(Work order): The entries follow. Copy every line in which "place" appears.
[Provided records Boundary: Start]
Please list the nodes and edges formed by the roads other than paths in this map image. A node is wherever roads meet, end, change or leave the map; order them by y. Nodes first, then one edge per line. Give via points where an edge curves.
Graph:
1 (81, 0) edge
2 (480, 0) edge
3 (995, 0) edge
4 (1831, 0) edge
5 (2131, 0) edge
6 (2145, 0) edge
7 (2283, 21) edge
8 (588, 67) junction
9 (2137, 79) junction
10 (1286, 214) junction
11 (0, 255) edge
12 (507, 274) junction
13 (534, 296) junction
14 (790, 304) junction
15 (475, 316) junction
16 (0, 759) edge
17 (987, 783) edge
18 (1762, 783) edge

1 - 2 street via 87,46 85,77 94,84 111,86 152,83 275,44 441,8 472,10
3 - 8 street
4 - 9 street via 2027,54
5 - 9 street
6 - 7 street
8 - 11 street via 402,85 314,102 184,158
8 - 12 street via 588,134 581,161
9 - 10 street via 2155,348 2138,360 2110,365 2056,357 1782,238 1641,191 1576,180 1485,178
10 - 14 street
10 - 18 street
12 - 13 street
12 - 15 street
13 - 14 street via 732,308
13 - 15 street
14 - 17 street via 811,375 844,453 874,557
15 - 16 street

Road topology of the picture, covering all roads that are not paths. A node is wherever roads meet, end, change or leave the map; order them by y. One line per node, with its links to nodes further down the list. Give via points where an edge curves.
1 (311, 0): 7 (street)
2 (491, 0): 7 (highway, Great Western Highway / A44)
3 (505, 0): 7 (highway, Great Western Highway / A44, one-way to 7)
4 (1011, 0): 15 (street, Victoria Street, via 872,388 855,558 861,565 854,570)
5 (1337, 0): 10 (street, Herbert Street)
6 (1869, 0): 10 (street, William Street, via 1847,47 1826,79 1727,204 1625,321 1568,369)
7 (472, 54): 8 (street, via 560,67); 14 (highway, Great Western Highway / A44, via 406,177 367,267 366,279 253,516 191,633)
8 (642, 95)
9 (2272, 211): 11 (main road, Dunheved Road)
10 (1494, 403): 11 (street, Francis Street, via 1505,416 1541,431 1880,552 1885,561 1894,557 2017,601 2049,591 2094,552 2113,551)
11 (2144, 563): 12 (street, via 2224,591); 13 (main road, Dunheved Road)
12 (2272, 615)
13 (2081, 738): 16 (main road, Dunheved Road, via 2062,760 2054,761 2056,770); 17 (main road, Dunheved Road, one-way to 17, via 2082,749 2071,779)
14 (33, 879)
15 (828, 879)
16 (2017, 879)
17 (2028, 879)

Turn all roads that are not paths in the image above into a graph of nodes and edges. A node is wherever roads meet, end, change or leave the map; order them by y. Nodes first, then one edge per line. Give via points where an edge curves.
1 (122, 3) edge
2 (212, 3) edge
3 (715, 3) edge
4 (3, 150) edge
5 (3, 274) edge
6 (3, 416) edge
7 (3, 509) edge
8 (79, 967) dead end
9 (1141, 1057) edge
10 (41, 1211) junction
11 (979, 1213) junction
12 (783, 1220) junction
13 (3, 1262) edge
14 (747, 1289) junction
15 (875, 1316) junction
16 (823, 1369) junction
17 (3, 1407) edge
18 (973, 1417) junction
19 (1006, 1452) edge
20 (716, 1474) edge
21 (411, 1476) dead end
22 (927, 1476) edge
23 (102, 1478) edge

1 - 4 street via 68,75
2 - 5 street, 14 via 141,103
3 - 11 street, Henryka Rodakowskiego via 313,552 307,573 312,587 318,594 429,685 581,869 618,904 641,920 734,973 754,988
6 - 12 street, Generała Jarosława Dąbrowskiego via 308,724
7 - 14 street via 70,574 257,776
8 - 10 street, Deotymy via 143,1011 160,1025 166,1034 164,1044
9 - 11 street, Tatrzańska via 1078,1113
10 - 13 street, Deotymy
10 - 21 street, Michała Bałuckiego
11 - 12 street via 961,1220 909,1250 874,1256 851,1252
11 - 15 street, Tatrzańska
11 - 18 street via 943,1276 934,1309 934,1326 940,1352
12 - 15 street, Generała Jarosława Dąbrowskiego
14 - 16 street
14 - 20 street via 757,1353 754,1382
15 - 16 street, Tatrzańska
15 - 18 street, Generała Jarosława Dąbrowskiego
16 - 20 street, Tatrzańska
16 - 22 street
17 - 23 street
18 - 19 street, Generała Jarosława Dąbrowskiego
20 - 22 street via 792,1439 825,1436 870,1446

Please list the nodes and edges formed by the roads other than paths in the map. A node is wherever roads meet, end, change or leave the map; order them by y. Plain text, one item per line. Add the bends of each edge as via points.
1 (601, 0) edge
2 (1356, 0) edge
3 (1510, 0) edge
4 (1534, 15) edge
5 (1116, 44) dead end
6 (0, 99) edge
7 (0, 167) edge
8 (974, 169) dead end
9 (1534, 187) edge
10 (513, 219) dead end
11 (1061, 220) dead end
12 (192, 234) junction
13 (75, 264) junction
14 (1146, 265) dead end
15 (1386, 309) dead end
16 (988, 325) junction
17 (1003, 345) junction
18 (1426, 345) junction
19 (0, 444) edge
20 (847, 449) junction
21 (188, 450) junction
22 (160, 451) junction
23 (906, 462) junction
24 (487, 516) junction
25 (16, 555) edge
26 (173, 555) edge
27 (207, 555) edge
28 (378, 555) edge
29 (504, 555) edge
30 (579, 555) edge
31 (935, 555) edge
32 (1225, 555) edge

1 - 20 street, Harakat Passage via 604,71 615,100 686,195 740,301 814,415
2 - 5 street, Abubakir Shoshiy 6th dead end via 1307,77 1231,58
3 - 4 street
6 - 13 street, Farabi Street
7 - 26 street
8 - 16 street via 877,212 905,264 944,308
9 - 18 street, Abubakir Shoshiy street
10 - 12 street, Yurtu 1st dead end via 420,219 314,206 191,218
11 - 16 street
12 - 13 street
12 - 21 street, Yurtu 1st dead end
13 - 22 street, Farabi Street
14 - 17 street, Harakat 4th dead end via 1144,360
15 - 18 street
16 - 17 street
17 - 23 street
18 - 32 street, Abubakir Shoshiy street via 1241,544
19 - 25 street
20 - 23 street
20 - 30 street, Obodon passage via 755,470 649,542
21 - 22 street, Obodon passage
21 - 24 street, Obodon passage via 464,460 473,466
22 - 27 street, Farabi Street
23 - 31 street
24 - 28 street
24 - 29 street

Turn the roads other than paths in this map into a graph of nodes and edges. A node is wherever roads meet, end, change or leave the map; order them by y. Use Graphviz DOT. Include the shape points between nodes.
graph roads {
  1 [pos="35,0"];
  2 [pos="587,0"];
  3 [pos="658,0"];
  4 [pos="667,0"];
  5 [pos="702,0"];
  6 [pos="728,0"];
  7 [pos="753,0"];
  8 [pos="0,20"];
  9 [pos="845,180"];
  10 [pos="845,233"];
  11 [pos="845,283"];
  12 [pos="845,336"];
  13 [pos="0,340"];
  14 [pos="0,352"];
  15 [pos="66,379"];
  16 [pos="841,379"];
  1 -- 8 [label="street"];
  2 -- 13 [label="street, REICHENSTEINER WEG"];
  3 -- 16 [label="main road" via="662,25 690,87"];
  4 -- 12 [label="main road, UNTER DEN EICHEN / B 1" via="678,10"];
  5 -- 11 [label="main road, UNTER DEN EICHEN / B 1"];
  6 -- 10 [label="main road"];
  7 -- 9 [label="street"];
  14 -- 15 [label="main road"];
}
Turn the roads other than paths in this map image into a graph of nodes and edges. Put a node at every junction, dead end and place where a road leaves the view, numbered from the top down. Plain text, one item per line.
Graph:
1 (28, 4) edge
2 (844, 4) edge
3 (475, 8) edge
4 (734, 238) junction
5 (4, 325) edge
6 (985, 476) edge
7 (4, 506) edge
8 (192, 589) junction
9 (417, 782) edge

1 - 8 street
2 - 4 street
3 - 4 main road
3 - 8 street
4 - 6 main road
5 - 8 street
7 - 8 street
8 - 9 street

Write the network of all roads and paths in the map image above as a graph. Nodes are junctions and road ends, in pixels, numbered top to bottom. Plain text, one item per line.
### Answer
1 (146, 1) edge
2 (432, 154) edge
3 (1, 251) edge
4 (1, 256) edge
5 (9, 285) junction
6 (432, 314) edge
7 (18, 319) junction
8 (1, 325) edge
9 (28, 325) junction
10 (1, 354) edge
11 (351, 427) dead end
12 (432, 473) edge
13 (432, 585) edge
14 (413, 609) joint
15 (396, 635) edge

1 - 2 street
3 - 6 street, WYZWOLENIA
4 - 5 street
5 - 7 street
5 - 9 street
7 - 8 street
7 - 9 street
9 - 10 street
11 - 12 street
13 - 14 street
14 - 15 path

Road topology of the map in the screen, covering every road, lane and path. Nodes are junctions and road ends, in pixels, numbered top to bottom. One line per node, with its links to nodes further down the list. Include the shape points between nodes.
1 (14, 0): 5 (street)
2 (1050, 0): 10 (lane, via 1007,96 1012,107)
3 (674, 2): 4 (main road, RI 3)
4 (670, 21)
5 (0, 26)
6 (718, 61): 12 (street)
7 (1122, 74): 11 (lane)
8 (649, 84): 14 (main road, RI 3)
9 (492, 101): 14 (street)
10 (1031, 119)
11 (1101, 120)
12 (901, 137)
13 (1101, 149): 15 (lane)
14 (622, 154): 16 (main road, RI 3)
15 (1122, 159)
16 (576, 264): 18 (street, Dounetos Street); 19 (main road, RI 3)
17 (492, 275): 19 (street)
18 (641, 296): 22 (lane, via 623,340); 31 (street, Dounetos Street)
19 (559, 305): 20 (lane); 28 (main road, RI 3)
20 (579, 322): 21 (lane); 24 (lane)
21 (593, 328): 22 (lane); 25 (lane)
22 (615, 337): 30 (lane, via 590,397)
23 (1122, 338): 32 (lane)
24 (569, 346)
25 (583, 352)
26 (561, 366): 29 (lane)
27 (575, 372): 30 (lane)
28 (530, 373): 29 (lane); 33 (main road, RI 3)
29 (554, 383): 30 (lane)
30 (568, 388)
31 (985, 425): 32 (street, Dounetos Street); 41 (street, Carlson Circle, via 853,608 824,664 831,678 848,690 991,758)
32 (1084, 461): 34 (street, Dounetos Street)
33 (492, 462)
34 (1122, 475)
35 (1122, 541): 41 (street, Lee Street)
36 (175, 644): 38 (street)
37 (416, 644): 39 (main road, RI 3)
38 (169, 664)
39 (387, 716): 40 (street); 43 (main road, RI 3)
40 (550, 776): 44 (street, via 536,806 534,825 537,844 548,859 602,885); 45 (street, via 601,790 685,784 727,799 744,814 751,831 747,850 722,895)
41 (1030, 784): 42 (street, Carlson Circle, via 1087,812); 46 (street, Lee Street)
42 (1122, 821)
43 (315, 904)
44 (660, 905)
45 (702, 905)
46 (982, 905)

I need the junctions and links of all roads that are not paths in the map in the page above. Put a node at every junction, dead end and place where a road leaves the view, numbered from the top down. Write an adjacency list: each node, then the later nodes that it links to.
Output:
[Provided records Boundary: End]
(Expected answer):
Turn the roads other than paths in this map image into a graph of nodes and edges. Put a node at every junction, dead end and place where a road leaves the view, numbered from the top down. Plain text, one item per line.
I need the junctions and links of all roads that are not paths in the map in the page above. Put a node at every junction, dead end and place where a road leaves the view, numbered from the top down. Write an adjacency list: each node, then the later nodes that it links to.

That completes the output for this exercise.